Exercise materials:
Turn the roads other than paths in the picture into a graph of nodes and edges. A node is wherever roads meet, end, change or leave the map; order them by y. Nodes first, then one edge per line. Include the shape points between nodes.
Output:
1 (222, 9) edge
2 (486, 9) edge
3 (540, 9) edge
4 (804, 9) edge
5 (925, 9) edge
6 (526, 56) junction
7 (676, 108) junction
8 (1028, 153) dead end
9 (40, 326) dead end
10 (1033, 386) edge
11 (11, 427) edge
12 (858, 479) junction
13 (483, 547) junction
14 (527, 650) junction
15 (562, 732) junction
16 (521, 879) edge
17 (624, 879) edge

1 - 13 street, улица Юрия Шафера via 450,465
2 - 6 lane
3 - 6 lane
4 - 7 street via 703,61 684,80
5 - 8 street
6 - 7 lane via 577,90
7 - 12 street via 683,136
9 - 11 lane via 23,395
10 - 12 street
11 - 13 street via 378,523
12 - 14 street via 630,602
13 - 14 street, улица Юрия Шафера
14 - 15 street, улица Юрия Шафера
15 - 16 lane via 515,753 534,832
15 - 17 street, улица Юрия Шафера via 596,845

Problem requirements:
Write the complete data out, exactly as above.

Your response:
Turn the roads other than paths in the picture into a graph of nodes and edges. A node is wherever roads meet, end, change or leave the map; order them by y. Nodes first, then one edge per line. Include the shape points between nodes.
Output:
1 (222, 9) edge
2 (486, 9) edge
3 (540, 9) edge
4 (804, 9) edge
5 (925, 9) edge
6 (526, 56) junction
7 (676, 108) junction
8 (1028, 153) dead end
9 (40, 326) dead end
10 (1033, 386) edge
11 (11, 427) edge
12 (858, 479) junction
13 (483, 547) junction
14 (527, 650) junction
15 (562, 732) junction
16 (521, 879) edge
17 (624, 879) edge

1 - 13 street, улица Юрия Шафера via 450,465
2 - 6 lane
3 - 6 lane
4 - 7 street via 703,61 684,80
5 - 8 street
6 - 7 lane via 577,90
7 - 12 street via 683,136
9 - 11 lane via 23,395
10 - 12 street
11 - 13 street via 378,523
12 - 14 street via 630,602
13 - 14 street, улица Юрия Шафера
14 - 15 street, улица Юрия Шафера
15 - 16 lane via 515,753 534,832
15 - 17 street, улица Юрия Шафера via 596,845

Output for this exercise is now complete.